Exercise instructions - Here are some entries. Repeat all of them exactly.
(Exercise data Opens)
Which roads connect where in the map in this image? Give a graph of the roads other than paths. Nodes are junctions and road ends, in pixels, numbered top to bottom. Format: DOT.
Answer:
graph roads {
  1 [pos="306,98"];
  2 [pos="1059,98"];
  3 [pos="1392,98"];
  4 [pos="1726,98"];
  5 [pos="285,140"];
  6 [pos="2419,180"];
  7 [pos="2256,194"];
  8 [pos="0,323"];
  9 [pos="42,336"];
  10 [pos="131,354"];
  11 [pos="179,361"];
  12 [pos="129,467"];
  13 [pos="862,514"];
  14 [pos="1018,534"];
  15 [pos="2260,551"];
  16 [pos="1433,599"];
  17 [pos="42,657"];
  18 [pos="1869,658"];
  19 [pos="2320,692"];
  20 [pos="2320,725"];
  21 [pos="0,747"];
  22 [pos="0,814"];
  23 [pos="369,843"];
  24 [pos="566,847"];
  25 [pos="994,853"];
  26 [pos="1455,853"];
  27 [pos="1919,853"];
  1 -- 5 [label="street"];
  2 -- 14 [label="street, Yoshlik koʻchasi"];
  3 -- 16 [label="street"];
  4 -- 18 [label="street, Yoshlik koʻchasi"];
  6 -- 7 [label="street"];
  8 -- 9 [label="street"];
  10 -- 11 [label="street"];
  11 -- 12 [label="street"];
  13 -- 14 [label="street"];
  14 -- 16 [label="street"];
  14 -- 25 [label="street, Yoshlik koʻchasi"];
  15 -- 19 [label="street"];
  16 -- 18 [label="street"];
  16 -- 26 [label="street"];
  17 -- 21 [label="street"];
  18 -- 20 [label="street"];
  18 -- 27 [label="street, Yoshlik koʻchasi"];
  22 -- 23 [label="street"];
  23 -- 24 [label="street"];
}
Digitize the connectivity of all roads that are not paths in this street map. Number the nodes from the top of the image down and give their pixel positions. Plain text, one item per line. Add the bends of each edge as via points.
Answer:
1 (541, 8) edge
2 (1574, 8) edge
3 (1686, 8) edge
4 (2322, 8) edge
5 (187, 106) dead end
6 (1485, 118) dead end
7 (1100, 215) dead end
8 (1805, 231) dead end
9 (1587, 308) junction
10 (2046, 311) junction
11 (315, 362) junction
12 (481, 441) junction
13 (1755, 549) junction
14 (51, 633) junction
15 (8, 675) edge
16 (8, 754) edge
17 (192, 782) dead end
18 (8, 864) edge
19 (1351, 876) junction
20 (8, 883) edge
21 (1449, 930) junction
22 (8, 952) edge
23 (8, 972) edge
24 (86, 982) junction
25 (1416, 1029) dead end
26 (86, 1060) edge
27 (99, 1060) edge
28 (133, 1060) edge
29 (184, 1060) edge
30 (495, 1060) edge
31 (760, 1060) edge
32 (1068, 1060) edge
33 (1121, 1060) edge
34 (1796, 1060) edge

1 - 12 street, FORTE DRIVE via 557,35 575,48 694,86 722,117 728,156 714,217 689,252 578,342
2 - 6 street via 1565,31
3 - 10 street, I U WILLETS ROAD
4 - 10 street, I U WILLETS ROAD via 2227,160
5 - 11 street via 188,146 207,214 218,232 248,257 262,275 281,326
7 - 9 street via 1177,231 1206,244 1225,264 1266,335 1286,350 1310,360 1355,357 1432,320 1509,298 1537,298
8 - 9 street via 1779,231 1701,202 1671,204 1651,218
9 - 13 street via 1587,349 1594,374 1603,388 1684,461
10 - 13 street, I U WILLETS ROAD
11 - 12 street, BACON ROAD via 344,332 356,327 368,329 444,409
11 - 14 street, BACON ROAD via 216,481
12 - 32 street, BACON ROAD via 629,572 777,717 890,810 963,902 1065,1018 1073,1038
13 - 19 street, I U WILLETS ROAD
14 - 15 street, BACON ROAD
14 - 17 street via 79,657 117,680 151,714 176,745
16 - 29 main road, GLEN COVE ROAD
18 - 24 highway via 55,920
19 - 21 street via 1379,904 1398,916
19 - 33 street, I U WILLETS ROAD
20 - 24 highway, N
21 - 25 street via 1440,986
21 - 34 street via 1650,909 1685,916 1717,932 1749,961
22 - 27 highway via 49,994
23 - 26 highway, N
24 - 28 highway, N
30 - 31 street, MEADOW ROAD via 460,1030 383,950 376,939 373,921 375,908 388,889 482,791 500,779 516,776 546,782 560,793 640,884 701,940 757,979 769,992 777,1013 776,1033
(Exercise data Closes)
Task answer -
Which roads connect where in the map in this image? Give a graph of the roads other than paths. Nodes are junctions and road ends, in pixels, numbered top to bottom. Format: DOT.
Answer:
graph roads {
  1 [pos="306,98"];
  2 [pos="1059,98"];
  3 [pos="1392,98"];
  4 [pos="1726,98"];
  5 [pos="285,140"];
  6 [pos="2419,180"];
  7 [pos="2256,194"];
  8 [pos="0,323"];
  9 [pos="42,336"];
  10 [pos="131,354"];
  11 [pos="179,361"];
  12 [pos="129,467"];
  13 [pos="862,514"];
  14 [pos="1018,534"];
  15 [pos="2260,551"];
  16 [pos="1433,599"];
  17 [pos="42,657"];
  18 [pos="1869,658"];
  19 [pos="2320,692"];
  20 [pos="2320,725"];
  21 [pos="0,747"];
  22 [pos="0,814"];
  23 [pos="369,843"];
  24 [pos="566,847"];
  25 [pos="994,853"];
  26 [pos="1455,853"];
  27 [pos="1919,853"];
  1 -- 5 [label="street"];
  2 -- 14 [label="street, Yoshlik koʻchasi"];
  3 -- 16 [label="street"];
  4 -- 18 [label="street, Yoshlik koʻchasi"];
  6 -- 7 [label="street"];
  8 -- 9 [label="street"];
  10 -- 11 [label="street"];
  11 -- 12 [label="street"];
  13 -- 14 [label="street"];
  14 -- 16 [label="street"];
  14 -- 25 [label="street, Yoshlik koʻchasi"];
  15 -- 19 [label="street"];
  16 -- 18 [label="street"];
  16 -- 26 [label="street"];
  17 -- 21 [label="street"];
  18 -- 20 [label="street"];
  18 -- 27 [label="street, Yoshlik koʻchasi"];
  22 -- 23 [label="street"];
  23 -- 24 [label="street"];
}
Digitize the connectivity of all roads that are not paths in this street map. Number the nodes from the top of the image down and give their pixel positions. Plain text, one item per line. Add the bends of each edge as via points.
Answer:
1 (541, 8) edge
2 (1574, 8) edge
3 (1686, 8) edge
4 (2322, 8) edge
5 (187, 106) dead end
6 (1485, 118) dead end
7 (1100, 215) dead end
8 (1805, 231) dead end
9 (1587, 308) junction
10 (2046, 311) junction
11 (315, 362) junction
12 (481, 441) junction
13 (1755, 549) junction
14 (51, 633) junction
15 (8, 675) edge
16 (8, 754) edge
17 (192, 782) dead end
18 (8, 864) edge
19 (1351, 876) junction
20 (8, 883) edge
21 (1449, 930) junction
22 (8, 952) edge
23 (8, 972) edge
24 (86, 982) junction
25 (1416, 1029) dead end
26 (86, 1060) edge
27 (99, 1060) edge
28 (133, 1060) edge
29 (184, 1060) edge
30 (495, 1060) edge
31 (760, 1060) edge
32 (1068, 1060) edge
33 (1121, 1060) edge
34 (1796, 1060) edge

1 - 12 street, FORTE DRIVE via 557,35 575,48 694,86 722,117 728,156 714,217 689,252 578,342
2 - 6 street via 1565,31
3 - 10 street, I U WILLETS ROAD
4 - 10 street, I U WILLETS ROAD via 2227,160
5 - 11 street via 188,146 207,214 218,232 248,257 262,275 281,326
7 - 9 street via 1177,231 1206,244 1225,264 1266,335 1286,350 1310,360 1355,357 1432,320 1509,298 1537,298
8 - 9 street via 1779,231 1701,202 1671,204 1651,218
9 - 13 street via 1587,349 1594,374 1603,388 1684,461
10 - 13 street, I U WILLETS ROAD
11 - 12 street, BACON ROAD via 344,332 356,327 368,329 444,409
11 - 14 street, BACON ROAD via 216,481
12 - 32 street, BACON ROAD via 629,572 777,717 890,810 963,902 1065,1018 1073,1038
13 - 19 street, I U WILLETS ROAD
14 - 15 street, BACON ROAD
14 - 17 street via 79,657 117,680 151,714 176,745
16 - 29 main road, GLEN COVE ROAD
18 - 24 highway via 55,920
19 - 21 street via 1379,904 1398,916
19 - 33 street, I U WILLETS ROAD
20 - 24 highway, N
21 - 25 street via 1440,986
21 - 34 street via 1650,909 1685,916 1717,932 1749,961
22 - 27 highway via 49,994
23 - 26 highway, N
24 - 28 highway, N
30 - 31 street, MEADOW ROAD via 460,1030 383,950 376,939 373,921 375,908 388,889 482,791 500,779 516,776 546,782 560,793 640,884 701,940 757,979 769,992 777,1013 776,1033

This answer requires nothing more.